ACTION ITEM
Your response should consist of every line below, reproduced without alteration.

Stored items
==========

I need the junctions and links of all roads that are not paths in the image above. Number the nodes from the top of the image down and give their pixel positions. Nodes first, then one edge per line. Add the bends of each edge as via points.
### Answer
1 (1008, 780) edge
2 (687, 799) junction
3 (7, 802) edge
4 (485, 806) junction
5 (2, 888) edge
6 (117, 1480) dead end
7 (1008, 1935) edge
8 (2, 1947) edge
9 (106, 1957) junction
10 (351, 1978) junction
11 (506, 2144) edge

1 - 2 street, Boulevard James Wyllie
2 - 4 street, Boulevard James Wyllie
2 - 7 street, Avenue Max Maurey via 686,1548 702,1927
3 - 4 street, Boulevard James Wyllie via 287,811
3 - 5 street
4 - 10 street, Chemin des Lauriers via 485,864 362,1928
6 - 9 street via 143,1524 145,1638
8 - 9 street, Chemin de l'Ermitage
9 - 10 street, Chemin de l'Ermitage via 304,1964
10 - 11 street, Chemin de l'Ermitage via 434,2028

==========

SOLUTION TO THIS PROBLEM
I need the junctions and links of all roads that are not paths in the image above. Number the nodes from the top of the image down and give their pixel positions. Nodes first, then one edge per line. Add the bends of each edge as via points.
### Answer
1 (1008, 780) edge
2 (687, 799) junction
3 (7, 802) edge
4 (485, 806) junction
5 (2, 888) edge
6 (117, 1480) dead end
7 (1008, 1935) edge
8 (2, 1947) edge
9 (106, 1957) junction
10 (351, 1978) junction
11 (506, 2144) edge

1 - 2 street, Boulevard James Wyllie
2 - 4 street, Boulevard James Wyllie
2 - 7 street, Avenue Max Maurey via 686,1548 702,1927
3 - 4 street, Boulevard James Wyllie via 287,811
3 - 5 street
4 - 10 street, Chemin des Lauriers via 485,864 362,1928
6 - 9 street via 143,1524 145,1638
8 - 9 street, Chemin de l'Ermitage
9 - 10 street, Chemin de l'Ermitage via 304,1964
10 - 11 street, Chemin de l'Ermitage via 434,2028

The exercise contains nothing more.